The submarine – one of five in Indonesia’s fleet – disappeared early Wednesday during live torpedo training exercises off the Indonesian holiday island.
Despite hopes for a miracle, an oil spill spotted where the submarine is thought to have submerged pointed to possible fuel-tank damage, fanning fears of a deadly disaster.
There were concerns that the submarine could have broken apart as it sunk to depths reaching 700 meters (2,300 feet) – well below what it was built to withstand.
The vessel was scheduled to conduct the training exercises when it asked for permission to dive.

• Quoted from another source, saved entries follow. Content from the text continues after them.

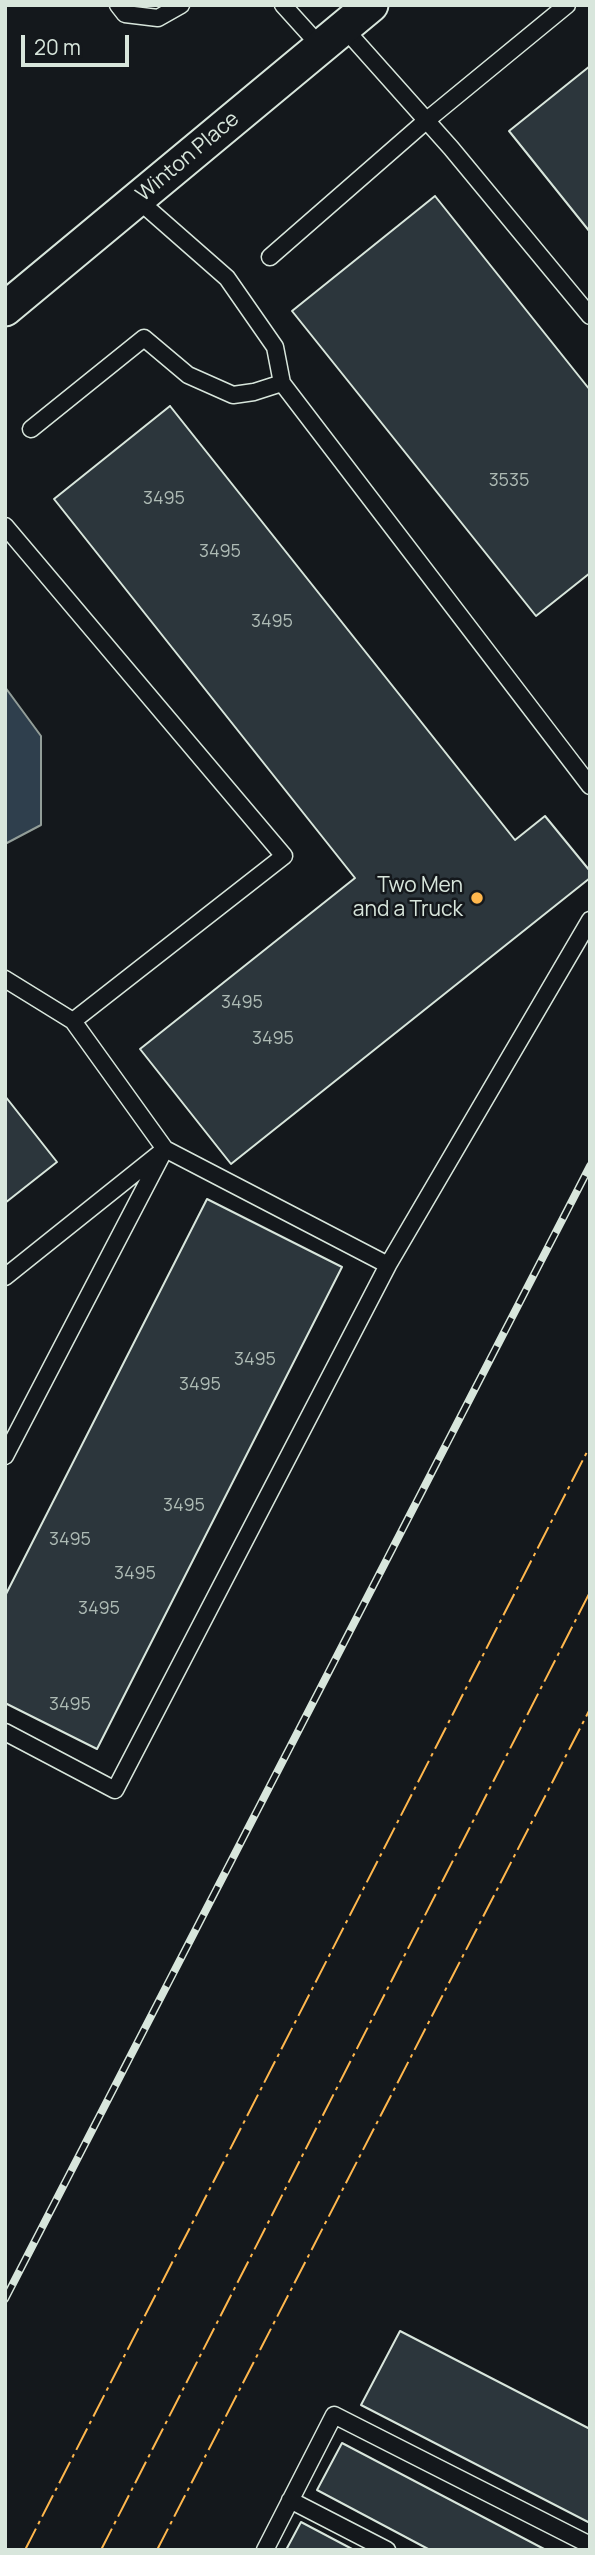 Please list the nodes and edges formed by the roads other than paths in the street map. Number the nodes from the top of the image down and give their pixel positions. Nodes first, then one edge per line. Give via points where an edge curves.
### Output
1 (118, 5) edge
2 (181, 5) edge
3 (283, 5) edge
4 (371, 5) edge
5 (567, 5) edge
6 (332, 37) junction
7 (427, 120) junction
8 (137, 199) junction
9 (270, 257) dead end
10 (5, 309) edge
11 (590, 316) edge
12 (282, 383) junction
13 (31, 429) dead end
14 (5, 526) edge
15 (590, 786) edge
16 (590, 920) edge
17 (5, 979) edge
18 (73, 1021) junction
19 (165, 1149) junction
20 (388, 1265) junction
21 (5, 1278) edge
22 (5, 1456) edge
23 (5, 1732) edge
24 (290, 2500) junction
25 (590, 2545) edge
26 (265, 2550) edge
27 (387, 2550) edge

1 - 2 lane via 125,14 158,18
3 - 6 lane
4 - 6 street, Winton Place
5 - 7 lane
6 - 7 lane
6 - 8 street, Winton Place
7 - 9 lane
7 - 11 lane
8 - 10 street, Winton Place
8 - 12 lane via 227,278 275,347
12 - 13 lane via 233,394 213,388 144,338
12 - 15 lane
14 - 18 lane via 284,856
16 - 20 lane
17 - 18 lane
18 - 19 lane
19 - 20 lane
19 - 21 lane
19 - 22 lane
20 - 23 lane via 115,1790
24 - 25 lane via 334,2415
24 - 26 lane
24 - 27 lane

It lost contact shortly after.
Authorities have not offered possible explanations for the submarine’s sudden disappearance or commented on questions about whether the decades-old vessel was overloaded.
An outrigger canoe sails past Indonesian Navy ships at the naval base in Banyuwangi, East Java province, on April 24, 2021, as the military continues search operations off the coast of Bali for the Navy’s KRI Nanggala submarine that went missing April 21 during a training exercise. (AFP)
Neighboring Singapore and Malaysia as well as the United States and Australia were among nations helping in the hunt with nearly two dozen warships deployed to scour a search zone covering about 10 square nautical miles (34 square kilometers).
On Thursday, Indonesia’s military said it had picked up signs of an object with high magnetism at a depth of between 50 and 100 meters (165 and 330 feet), bolstering hopes of finding the submarine.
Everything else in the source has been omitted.